Showing posts with label art. Show all posts
Showing posts with label art. Show all posts

Monday, May 23, 2016

Paris: The Museum Installment

The Louvre

Have you ever read the DaVinci Code by Dan Brown?  It's a great novel that mostly has nothing to do with our experience in Paris, except that it was my first exposure to the Louvre - arguably the most famous museum in the world.  There are many things to say about the Louvre.  I have never been to a larger "place of looking".  Everywhere you go - outside the museum, inside the museum - people are just looking.  Adam Gopnik once made the observation in his book Paris to the Moon that people in Paris prefer things that have light shining on them (the Louvre) as opposed to light shining from them (Time Square).  Gopnik has spent much of his life living in Manhattan, so that obvious difference was not lost on him when he moved to Paris in the 90's.  It's an insightful observation, I'd say, about Paris as a hole, and the Louvre is a shining example of how Gopnik's statement is true.  

Standing before the Louvre, the first glaring observation we made was that in addition to being very pretty, the building is absolutely enormous.  The second observation was that there were a lot of people staging jumping pictures in front of it.  Most jumpers did their leaps with the famous glass pyramid in the background, most were under the age of 23, and most were actually able to clear the ground.  I'm not going to tell you how many out-takes our photo shoot had, and I still haven't determined if my apparent lack of a vertical is due to Fritz's photography skills or the fact that I'm a 30-year-old white girl with messed up ankles.  Oh well.  We tried.  

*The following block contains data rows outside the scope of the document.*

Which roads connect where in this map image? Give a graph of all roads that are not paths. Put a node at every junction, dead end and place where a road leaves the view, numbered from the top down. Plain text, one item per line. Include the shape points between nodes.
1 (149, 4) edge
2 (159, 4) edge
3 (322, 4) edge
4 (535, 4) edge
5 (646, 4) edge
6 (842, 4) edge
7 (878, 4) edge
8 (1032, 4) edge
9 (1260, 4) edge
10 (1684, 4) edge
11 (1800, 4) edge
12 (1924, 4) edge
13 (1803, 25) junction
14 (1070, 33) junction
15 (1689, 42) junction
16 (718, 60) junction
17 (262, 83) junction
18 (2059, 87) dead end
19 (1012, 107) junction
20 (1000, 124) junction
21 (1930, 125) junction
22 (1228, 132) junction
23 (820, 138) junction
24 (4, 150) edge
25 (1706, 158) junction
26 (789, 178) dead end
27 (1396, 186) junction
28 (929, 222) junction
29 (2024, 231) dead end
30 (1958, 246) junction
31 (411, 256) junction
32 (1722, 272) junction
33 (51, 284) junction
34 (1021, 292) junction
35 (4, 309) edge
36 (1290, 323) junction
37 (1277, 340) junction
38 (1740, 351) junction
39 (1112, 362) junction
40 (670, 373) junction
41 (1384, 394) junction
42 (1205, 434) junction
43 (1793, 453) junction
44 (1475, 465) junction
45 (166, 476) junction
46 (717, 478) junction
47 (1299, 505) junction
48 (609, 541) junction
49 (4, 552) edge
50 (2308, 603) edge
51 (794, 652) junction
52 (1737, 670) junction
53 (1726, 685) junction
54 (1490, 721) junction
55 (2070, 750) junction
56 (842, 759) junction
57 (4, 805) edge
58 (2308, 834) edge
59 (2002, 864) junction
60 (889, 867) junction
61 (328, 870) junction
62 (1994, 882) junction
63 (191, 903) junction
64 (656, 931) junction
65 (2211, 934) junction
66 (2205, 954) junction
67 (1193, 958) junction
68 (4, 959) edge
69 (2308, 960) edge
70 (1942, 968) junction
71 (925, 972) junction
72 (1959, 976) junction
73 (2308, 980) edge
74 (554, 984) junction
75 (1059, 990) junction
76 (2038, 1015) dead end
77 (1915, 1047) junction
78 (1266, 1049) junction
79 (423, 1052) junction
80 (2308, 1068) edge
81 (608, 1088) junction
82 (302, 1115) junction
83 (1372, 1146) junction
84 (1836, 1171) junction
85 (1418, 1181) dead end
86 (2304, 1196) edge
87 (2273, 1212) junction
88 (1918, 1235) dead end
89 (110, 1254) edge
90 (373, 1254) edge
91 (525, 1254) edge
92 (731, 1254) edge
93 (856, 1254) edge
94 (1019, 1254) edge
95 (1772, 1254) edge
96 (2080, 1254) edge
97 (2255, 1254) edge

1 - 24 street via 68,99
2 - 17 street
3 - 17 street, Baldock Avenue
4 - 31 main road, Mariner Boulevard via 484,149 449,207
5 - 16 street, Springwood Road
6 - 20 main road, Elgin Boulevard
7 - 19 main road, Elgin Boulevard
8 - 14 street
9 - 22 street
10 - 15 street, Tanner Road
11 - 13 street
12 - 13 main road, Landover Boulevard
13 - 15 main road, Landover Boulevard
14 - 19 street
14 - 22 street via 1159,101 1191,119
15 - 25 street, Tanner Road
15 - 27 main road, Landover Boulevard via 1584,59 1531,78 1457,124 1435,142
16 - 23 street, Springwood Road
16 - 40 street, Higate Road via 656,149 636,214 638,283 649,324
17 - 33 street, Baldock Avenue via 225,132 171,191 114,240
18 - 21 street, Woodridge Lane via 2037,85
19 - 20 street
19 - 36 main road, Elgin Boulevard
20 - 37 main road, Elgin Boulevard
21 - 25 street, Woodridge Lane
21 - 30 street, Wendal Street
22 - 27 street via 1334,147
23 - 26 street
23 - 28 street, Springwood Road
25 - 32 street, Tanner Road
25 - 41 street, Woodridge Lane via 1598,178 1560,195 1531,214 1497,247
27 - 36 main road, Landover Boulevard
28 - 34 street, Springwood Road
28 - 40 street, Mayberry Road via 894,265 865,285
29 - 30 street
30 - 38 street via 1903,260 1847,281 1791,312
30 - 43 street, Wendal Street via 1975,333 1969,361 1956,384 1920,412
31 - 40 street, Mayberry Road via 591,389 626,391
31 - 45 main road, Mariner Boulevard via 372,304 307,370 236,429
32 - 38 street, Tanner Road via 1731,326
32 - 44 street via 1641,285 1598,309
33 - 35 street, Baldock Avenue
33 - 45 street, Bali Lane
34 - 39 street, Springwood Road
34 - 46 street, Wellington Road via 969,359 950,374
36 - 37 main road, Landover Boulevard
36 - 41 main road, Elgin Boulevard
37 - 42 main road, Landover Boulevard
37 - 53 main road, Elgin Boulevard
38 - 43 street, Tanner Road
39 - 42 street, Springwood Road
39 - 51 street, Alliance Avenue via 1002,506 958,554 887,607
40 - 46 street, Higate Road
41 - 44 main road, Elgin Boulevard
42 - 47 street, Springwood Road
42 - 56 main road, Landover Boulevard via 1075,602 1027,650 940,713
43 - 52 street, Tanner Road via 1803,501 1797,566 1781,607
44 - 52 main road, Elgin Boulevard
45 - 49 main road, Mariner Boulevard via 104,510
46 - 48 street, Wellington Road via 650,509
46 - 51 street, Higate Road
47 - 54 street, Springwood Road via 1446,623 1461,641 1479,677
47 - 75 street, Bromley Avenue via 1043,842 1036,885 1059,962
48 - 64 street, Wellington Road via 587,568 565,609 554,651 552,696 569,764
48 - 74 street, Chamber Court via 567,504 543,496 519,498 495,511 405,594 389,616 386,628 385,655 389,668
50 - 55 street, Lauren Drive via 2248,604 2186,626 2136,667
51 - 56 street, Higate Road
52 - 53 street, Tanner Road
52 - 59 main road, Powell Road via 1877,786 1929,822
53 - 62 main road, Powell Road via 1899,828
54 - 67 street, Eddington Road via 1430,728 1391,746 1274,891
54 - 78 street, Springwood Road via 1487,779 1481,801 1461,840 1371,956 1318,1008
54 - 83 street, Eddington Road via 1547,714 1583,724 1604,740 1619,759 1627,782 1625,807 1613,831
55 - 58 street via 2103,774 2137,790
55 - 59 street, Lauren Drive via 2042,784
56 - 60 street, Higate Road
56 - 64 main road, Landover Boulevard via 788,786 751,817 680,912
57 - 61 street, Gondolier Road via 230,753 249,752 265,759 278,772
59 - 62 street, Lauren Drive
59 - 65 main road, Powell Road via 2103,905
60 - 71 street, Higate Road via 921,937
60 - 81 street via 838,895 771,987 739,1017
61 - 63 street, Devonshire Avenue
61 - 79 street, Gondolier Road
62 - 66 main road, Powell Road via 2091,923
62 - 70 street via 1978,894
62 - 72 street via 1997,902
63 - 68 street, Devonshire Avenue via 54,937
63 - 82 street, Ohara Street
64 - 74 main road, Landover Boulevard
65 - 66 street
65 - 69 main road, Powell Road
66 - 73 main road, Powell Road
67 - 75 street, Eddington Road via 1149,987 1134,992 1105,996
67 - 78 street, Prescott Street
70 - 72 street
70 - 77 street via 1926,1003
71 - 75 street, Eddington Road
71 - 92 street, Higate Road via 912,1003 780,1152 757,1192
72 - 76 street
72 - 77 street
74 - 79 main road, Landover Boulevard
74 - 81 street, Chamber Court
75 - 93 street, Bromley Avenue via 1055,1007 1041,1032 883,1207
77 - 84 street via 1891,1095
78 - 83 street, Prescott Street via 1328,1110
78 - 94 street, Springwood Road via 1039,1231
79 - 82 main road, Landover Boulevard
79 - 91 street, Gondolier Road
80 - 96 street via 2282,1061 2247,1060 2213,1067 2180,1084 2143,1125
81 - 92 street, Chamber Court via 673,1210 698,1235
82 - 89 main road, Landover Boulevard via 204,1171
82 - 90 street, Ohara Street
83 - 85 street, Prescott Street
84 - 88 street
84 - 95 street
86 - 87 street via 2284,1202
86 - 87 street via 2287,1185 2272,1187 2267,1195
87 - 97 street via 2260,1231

Here's another view looking out at the glass pyramid, which serves as the official entrance to the museum, with the Tuileries Garden behind it where you can just make out the Arc de Triomphe du Carrousel and the Ferris wheel.  


Touring the Louvre in its entirety could have easily taken us the full 6 days of our Paris trip.  As it is, we spent the better part of a day winding through the colossal museum's numerous galleries.  We did our best to hit the Louvre's most famous installations.  Antonio Canova carved Psyche Revived by Cupid's Kiss out of marble in 1777, which might have been my favorite piece there.    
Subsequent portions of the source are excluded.